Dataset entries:
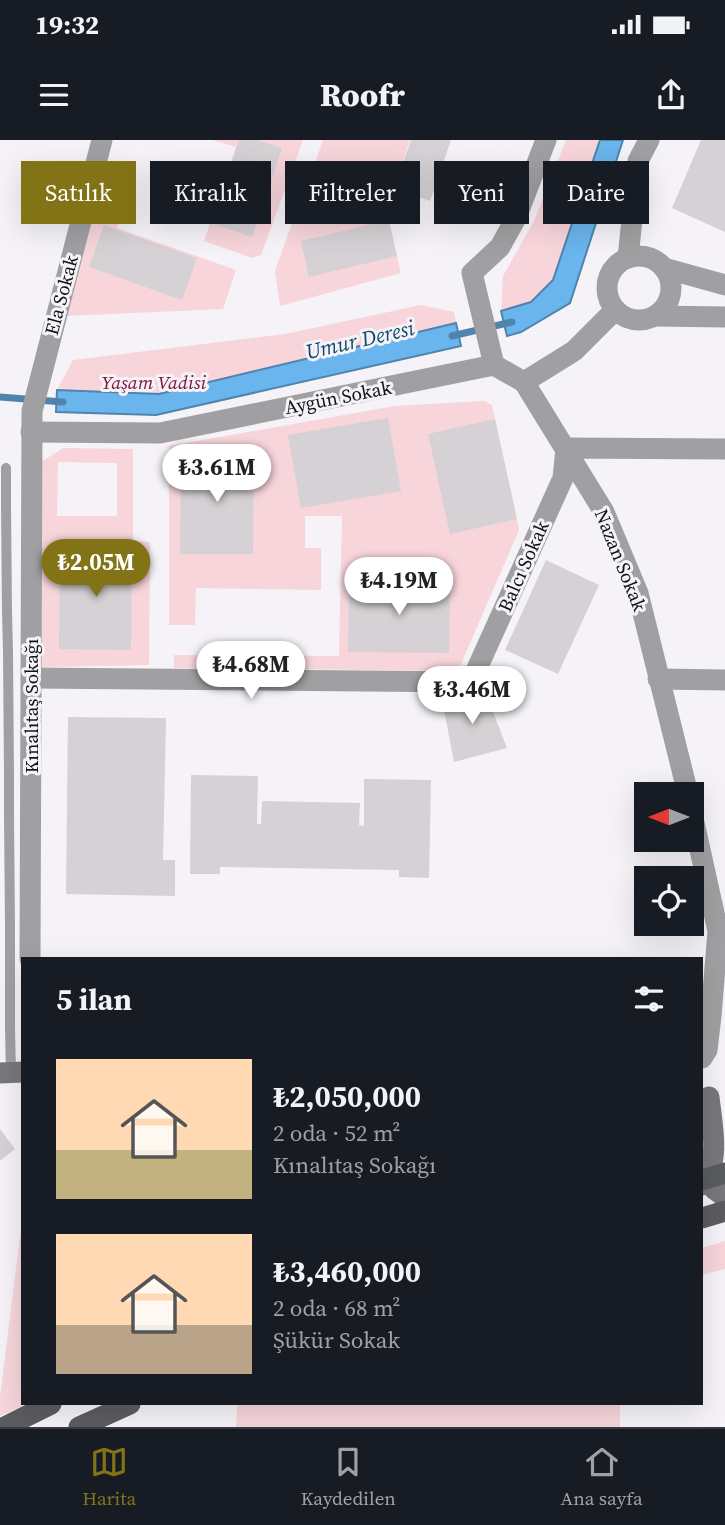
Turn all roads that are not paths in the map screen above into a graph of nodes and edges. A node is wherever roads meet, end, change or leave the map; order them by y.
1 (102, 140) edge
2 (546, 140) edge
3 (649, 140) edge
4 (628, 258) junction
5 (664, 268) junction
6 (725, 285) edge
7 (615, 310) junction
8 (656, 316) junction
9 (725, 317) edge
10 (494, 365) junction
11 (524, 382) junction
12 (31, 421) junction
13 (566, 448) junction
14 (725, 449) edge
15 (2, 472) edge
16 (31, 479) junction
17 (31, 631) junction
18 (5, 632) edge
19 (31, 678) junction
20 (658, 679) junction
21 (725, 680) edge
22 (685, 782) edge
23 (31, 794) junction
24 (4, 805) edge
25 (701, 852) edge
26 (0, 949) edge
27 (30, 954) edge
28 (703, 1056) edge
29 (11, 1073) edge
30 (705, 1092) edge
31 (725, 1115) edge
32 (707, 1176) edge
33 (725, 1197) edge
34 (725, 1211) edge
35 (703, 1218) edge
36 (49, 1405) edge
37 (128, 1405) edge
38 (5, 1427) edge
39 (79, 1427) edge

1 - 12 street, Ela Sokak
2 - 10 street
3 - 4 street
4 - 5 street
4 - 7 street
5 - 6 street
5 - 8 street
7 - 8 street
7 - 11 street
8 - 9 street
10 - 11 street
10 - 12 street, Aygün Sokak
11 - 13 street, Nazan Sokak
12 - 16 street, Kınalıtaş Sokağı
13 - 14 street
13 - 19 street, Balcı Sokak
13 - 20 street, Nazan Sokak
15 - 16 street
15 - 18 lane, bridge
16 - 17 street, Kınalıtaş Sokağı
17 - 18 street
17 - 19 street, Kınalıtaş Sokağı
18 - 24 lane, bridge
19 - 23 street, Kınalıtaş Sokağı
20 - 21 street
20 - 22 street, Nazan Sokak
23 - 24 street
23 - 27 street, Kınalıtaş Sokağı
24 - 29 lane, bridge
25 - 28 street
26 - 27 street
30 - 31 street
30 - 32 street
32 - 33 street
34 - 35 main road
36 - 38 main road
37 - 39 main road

PROBLEM STATEMENT
Nothing but a number should be given for this: how many lines in the entries above contain "Sokak"?

EXERCISE RESPONSE
6